[Records drawn from a dataset]
┌────────

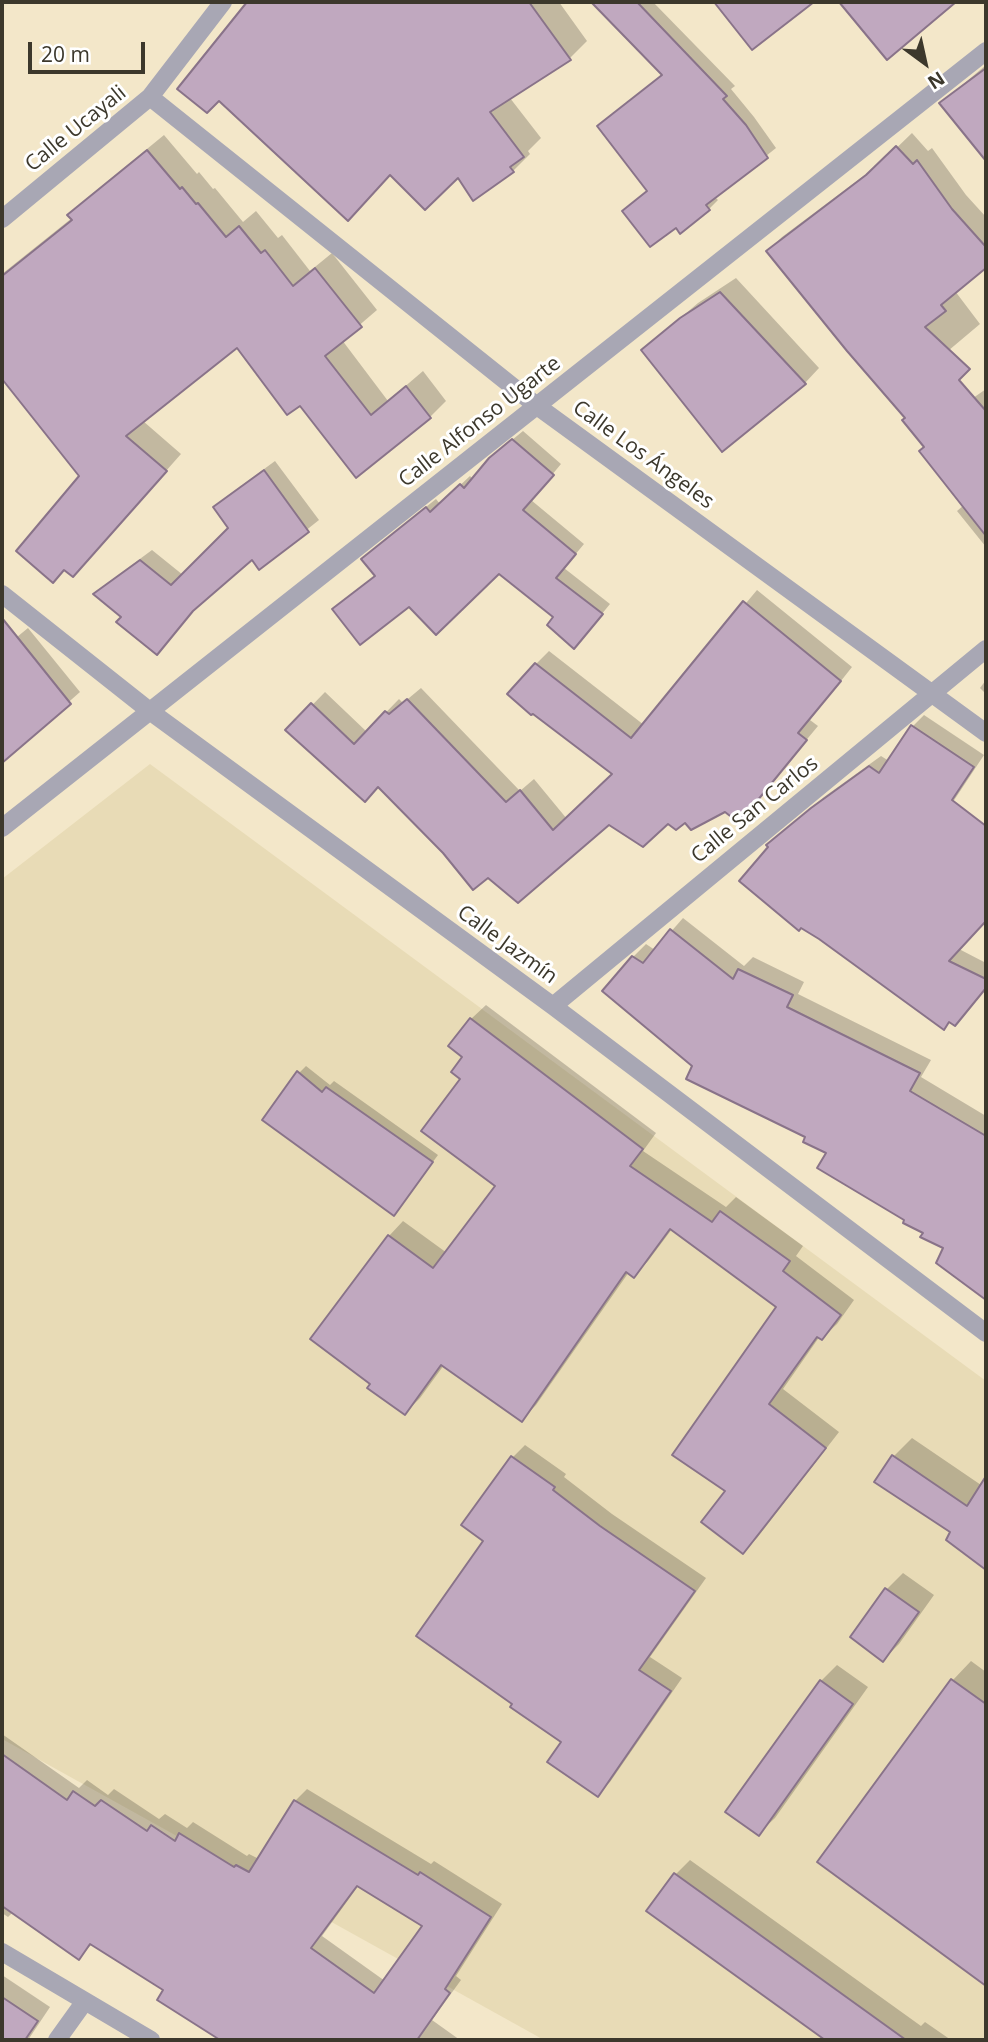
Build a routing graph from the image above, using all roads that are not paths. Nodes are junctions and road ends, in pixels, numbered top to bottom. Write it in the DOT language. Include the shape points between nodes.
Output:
graph roads {
  1 [pos="223,2"];
  2 [pos="986,51"];
  3 [pos="150,97"];
  4 [pos="2,219"];
  5 [pos="537,406"];
  6 [pos="2,594"];
  7 [pos="986,649"];
  8 [pos="932,695"];
  9 [pos="151,712"];
  10 [pos="986,733"];
  11 [pos="2,828"];
  12 [pos="553,1006"];
  13 [pos="986,1332"];
  14 [pos="2,1952"];
  15 [pos="85,2001"];
  16 [pos="57,2040"];
  17 [pos="151,2040"];
  1 -- 3 [label="street, Calle Ucayali"];
  2 -- 5 [label="street, Calle Alfonso Ugarte"];
  3 -- 4 [label="street, Calle Ucayali"];
  3 -- 5 [label="street, Calle Los Ángeles"];
  5 -- 8 [label="street, Calle Los Ángeles"];
  5 -- 9 [label="street, Calle Alfonso Ugarte"];
  6 -- 9 [label="street, Calle Jazmín"];
  7 -- 8 [label="street, Calle San Carlos"];
  8 -- 10 [label="street, Calle Los Ángeles"];
  8 -- 12 [label="street, Calle San Carlos"];
  9 -- 11 [label="street, Calle Alfonso Ugarte"];
  9 -- 12 [label="street, Calle Jazmín"];
  12 -- 13 [label="street, Calle Jazmín"];
  14 -- 15 [label="street"];
  15 -- 16 [label="street"];
  15 -- 17 [label="street"];
}
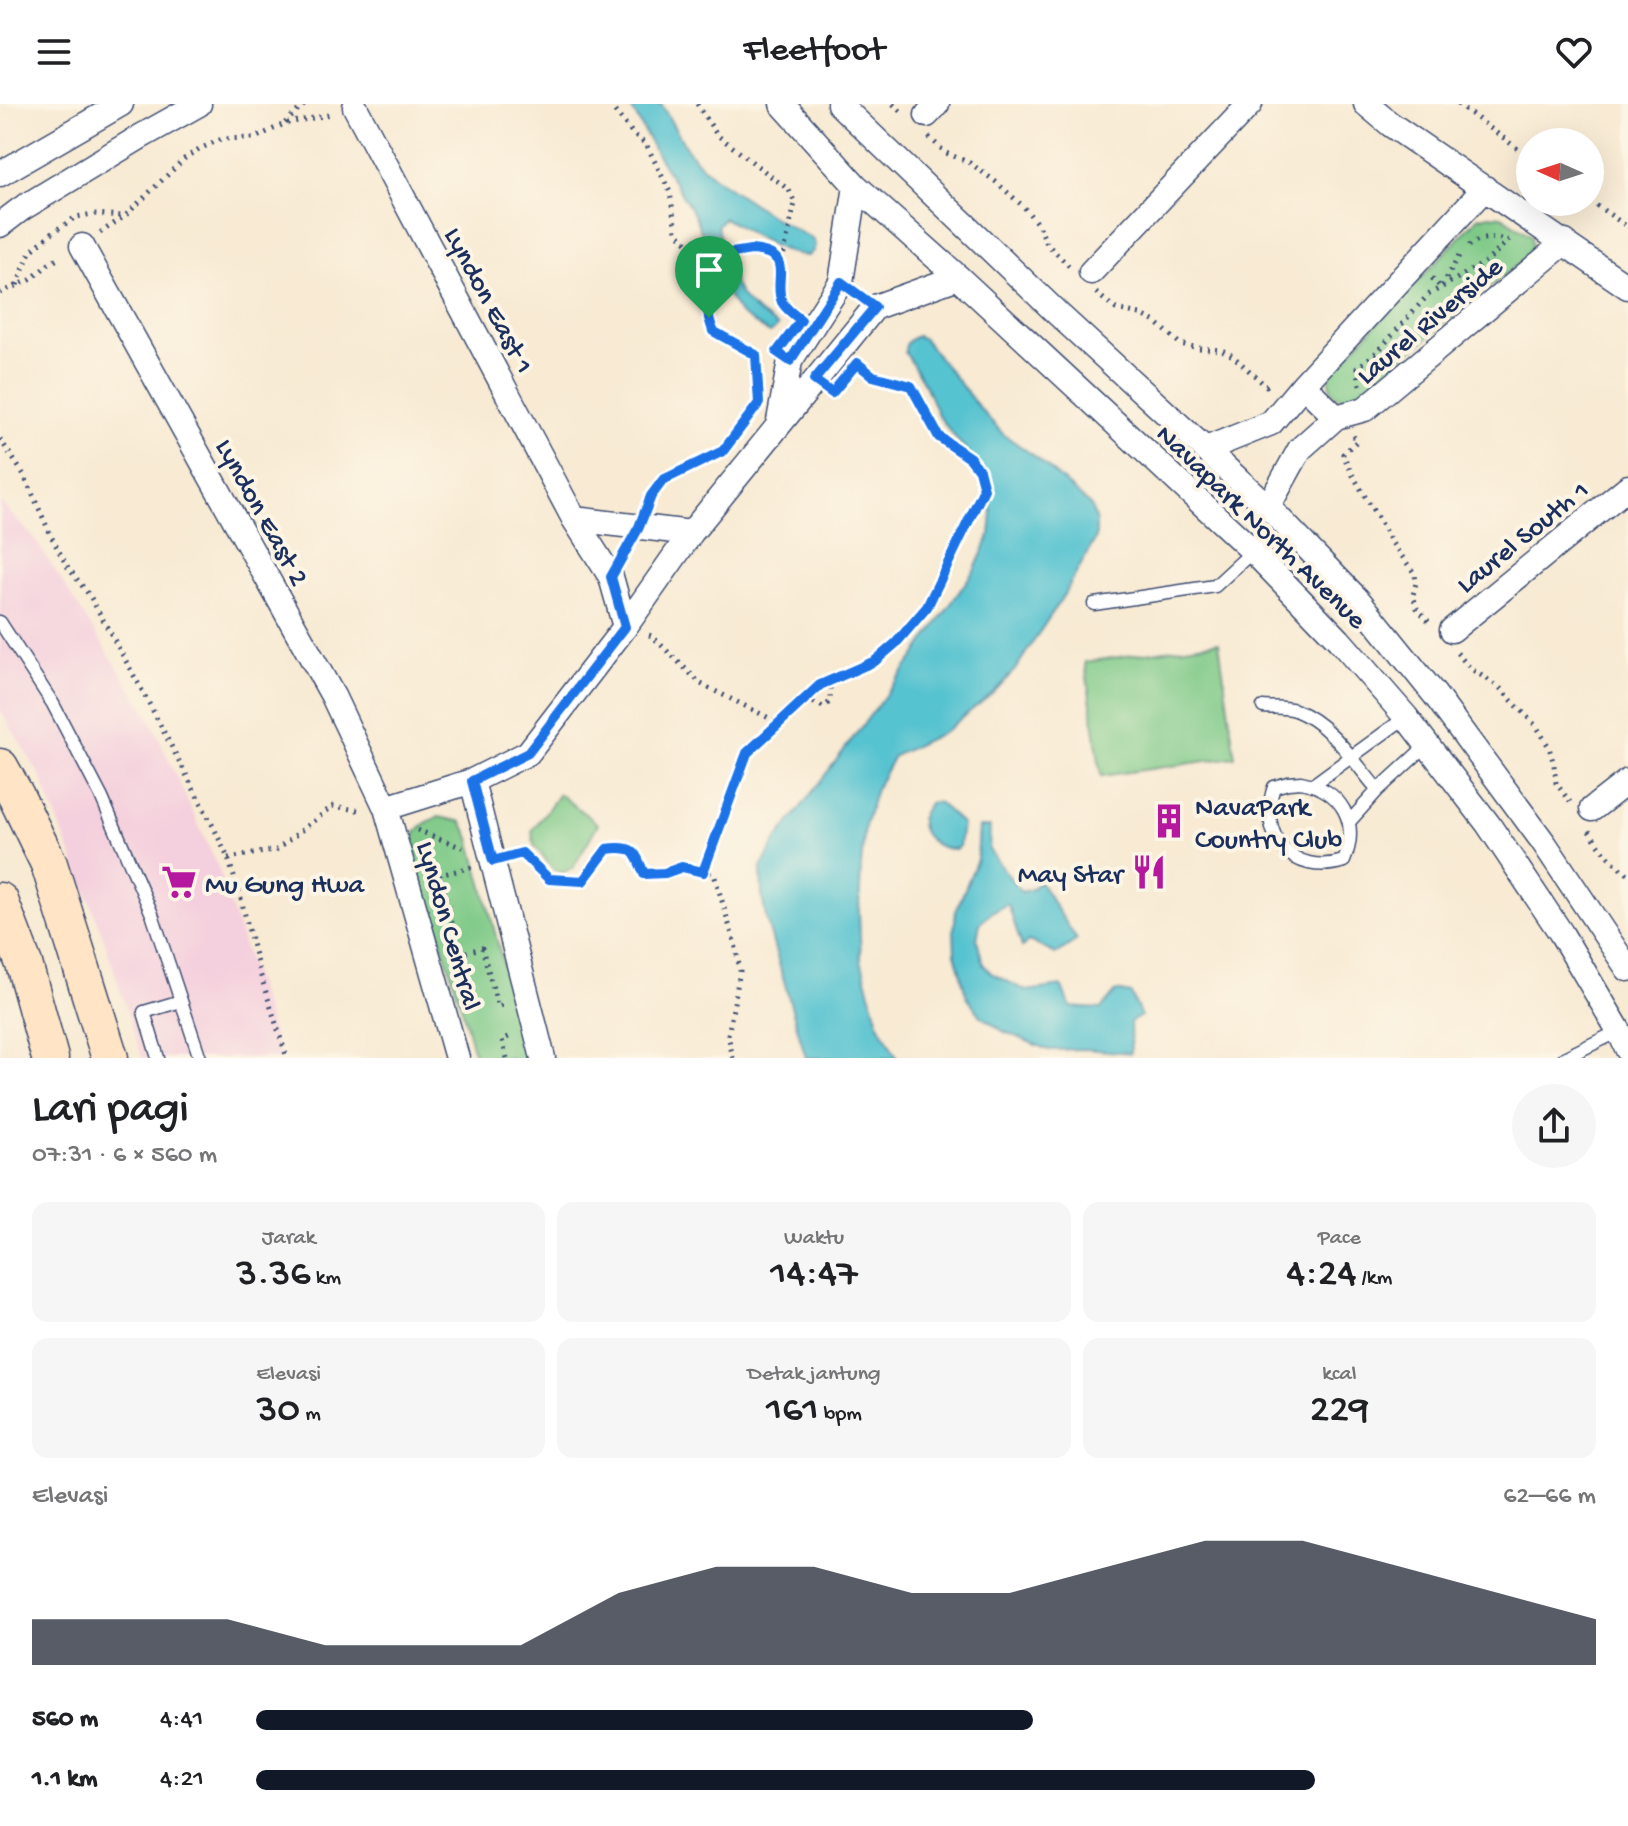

└────────

* ASSIGNMENT *
Copy out every line above without change, dropping the pictures.

* OUTPUT OF THE EXERCISE *
Build a routing graph from the image above, using all roads that are not paths. Nodes are junctions and road ends, in pixels, numbered top to bottom. Write it in the DOT language. Include the shape points between nodes.
Output:
graph roads {
  1 [pos="223,2"];
  2 [pos="986,51"];
  3 [pos="150,97"];
  4 [pos="2,219"];
  5 [pos="537,406"];
  6 [pos="2,594"];
  7 [pos="986,649"];
  8 [pos="932,695"];
  9 [pos="151,712"];
  10 [pos="986,733"];
  11 [pos="2,828"];
  12 [pos="553,1006"];
  13 [pos="986,1332"];
  14 [pos="2,1952"];
  15 [pos="85,2001"];
  16 [pos="57,2040"];
  17 [pos="151,2040"];
  1 -- 3 [label="street, Calle Ucayali"];
  2 -- 5 [label="street, Calle Alfonso Ugarte"];
  3 -- 4 [label="street, Calle Ucayali"];
  3 -- 5 [label="street, Calle Los Ángeles"];
  5 -- 8 [label="street, Calle Los Ángeles"];
  5 -- 9 [label="street, Calle Alfonso Ugarte"];
  6 -- 9 [label="street, Calle Jazmín"];
  7 -- 8 [label="street, Calle San Carlos"];
  8 -- 10 [label="street, Calle Los Ángeles"];
  8 -- 12 [label="street, Calle San Carlos"];
  9 -- 11 [label="street, Calle Alfonso Ugarte"];
  9 -- 12 [label="street, Calle Jazmín"];
  12 -- 13 [label="street, Calle Jazmín"];
  14 -- 15 [label="street"];
  15 -- 16 [label="street"];
  15 -- 17 [label="street"];
}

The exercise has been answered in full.